3-2 赤い耳は黒い

 歌恋に話を聞くと、ASAnASAはアニメのOPやEDで聴いたことがあったり、テレビでオンエアーされていたライブ映像を観たりしたことがあるだけらしい。だから武蔵としてはASAnASAを布教したい気持ちもあった。しかし歌恋は林檎と対面するのに少々緊張している様子だ。ここは大好きなムーンちゃんでテンションを上げさせるべきだろう。歌恋も持っているBDではあったが、相間伊月のライブBDを観ることにした。


「はあぁ、相変わらずムーンちゃんのダンスはキレキレですねぇ。格好良いです!」


 結果、この大興奮である。

 テレビの前で正座をし、ほとんど瞬きもしないままの釘付け状態。もしかして歌恋も林檎ちゃんと同じくムーンちゃんガチ勢だったのだろうか。と思ったのだが、そうではないらしく「一番は輝夜さんです」とのこと。最推しが同じなら話も弾むだろうと思ったが、そうもいかないらしい。まぁ、この盛り上がりなら何も問題はないだろうが。



「あ、育田さん、武蔵。そろそろ家に着くってさ」


 夕日も沈みかかってきた頃、携帯電話を見つめながら理人が呟く。

 すると空気が一気に変わった。ライブBD鑑賞会も切り上げ、部屋の中に無音が訪れる。「ああ、どうしましょう」と漏らす歌恋の不安気な表情に、武蔵はそっと笑いかけた。


「そんな面接じゃないんだから。気楽にいこう」

「で、ですよね……。これは面接じゃないです。こう……まるで、お見合いみたいな」

「いやいやいや」


 どうやら歌恋は、武蔵の想像以上に緊張してしまっているようだ。

 どうにかして緊張をほぐせないだろうか。――と悩んでいると、不意に部屋の扉が開いた。琥珀色の瞳と翡翠色の瞳が交差して、一瞬の沈黙が襲う。何だか、こっちまで緊張が止まらなくなってきた。


「……あっ。お邪魔しています」

「ど、どうも」


 背筋をピンと伸ばして挨拶をする歌恋と、視線を逸らしつつも小さくお辞儀をする林檎。楽しいライブBD鑑賞会が、一気に気まずい空間へと変わってしまった。でもこれは、誰が悪いという訳ではない。

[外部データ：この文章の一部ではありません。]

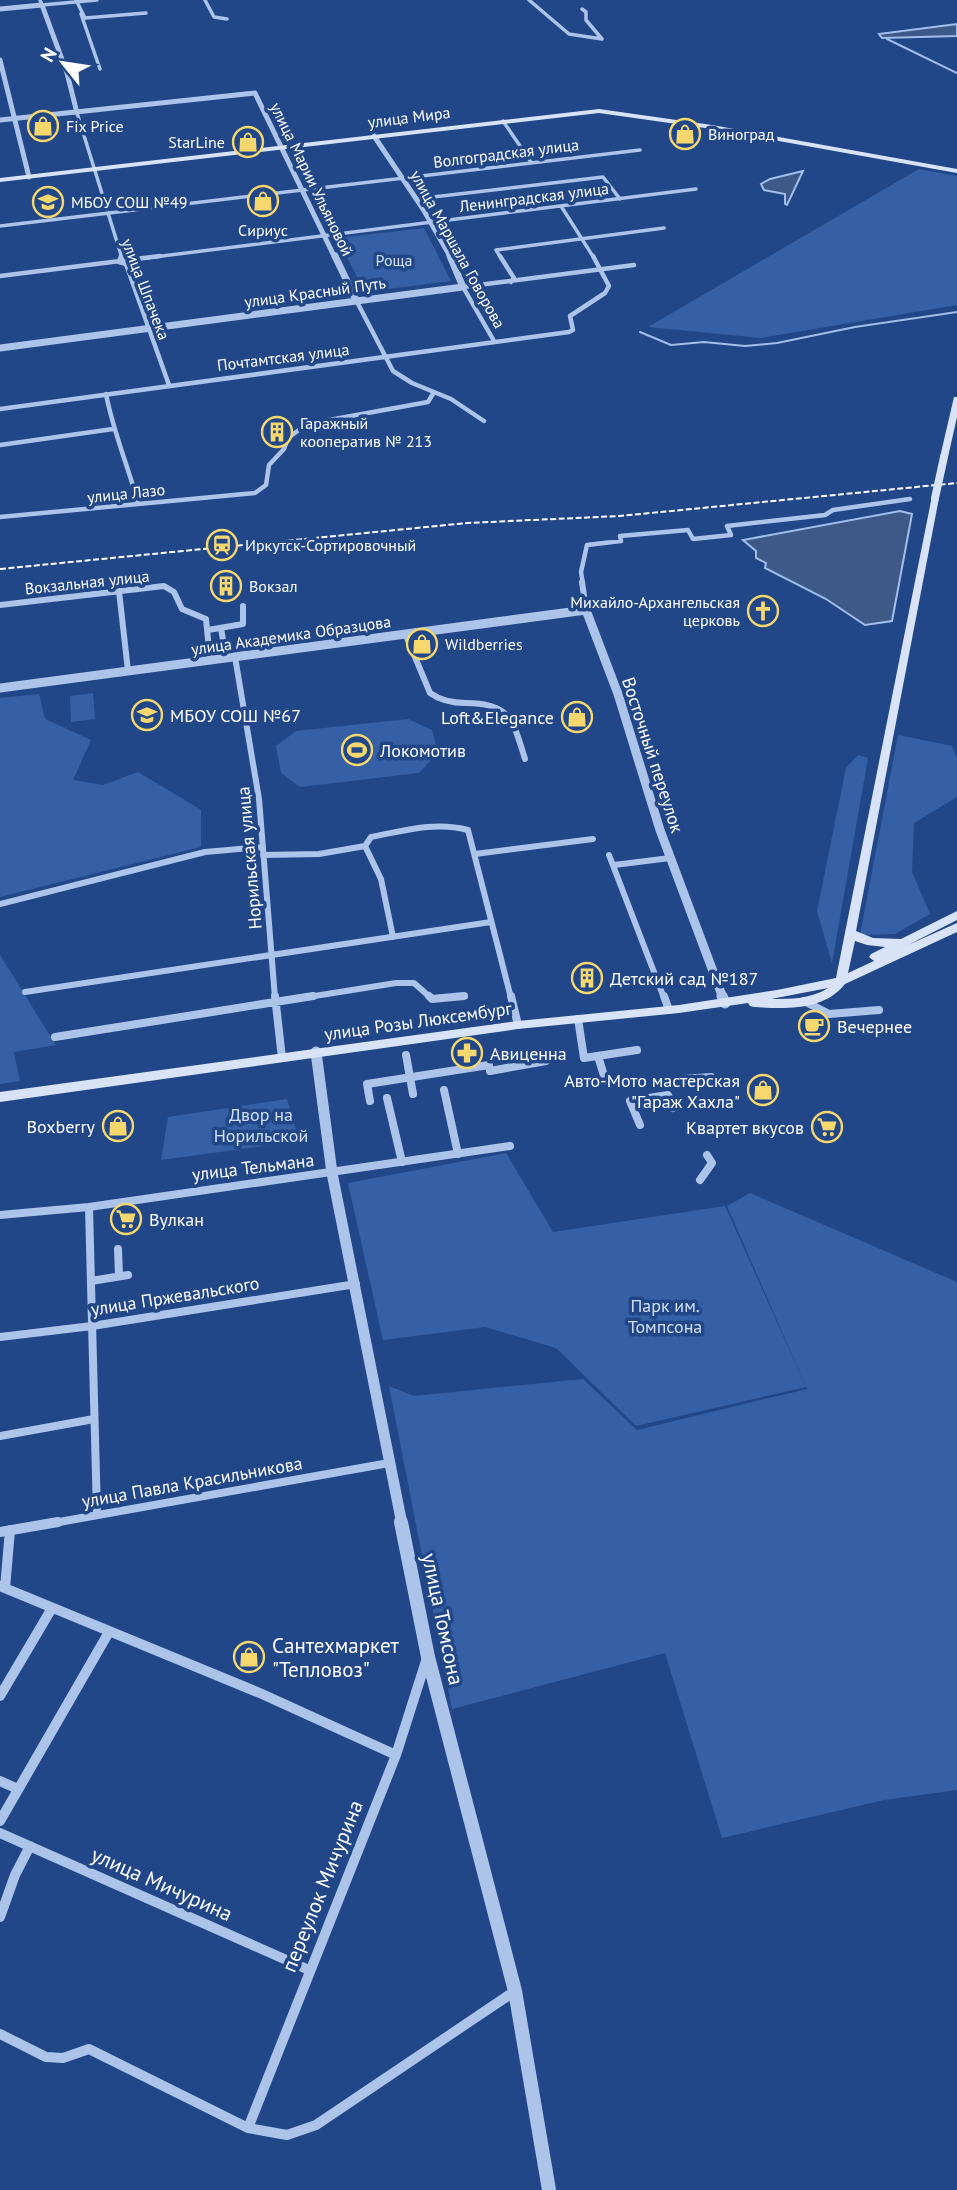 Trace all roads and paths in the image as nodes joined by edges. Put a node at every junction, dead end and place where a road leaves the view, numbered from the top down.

 ただただ、二人ともが緊張しまくっているだけなのだ。


「まぁまぁ林檎。とりあえず座りなよ」

「うん。って、ここ……あたしの部屋なんですけど。リビングにでもいるかと思ってた……」


 一瞬だけ理人を睨み付けてから、林檎は呆れたようにため息を吐く。普段の林檎だったら「何で勝手に入ってるの、信じらんない!」くらいは言いそうだが、歌恋がいるから遠慮しているのだろう。


「BDレコーダーは林檎の部屋にしかないんだからしょうがないだろ? さっきまで、皆でムーンちゃんのBDを観てたんだ」

「そのBDもあたしの私物なんだけど。……はあ、まぁ良いや」


 ぶつぶつと呟きながら、林檎は鞄を置いてちゃぶ台の前に腰を下ろした。歌恋と向かい合う形になり、「本当に何か、お見合いみたいな雰囲気だな」と武蔵は思う。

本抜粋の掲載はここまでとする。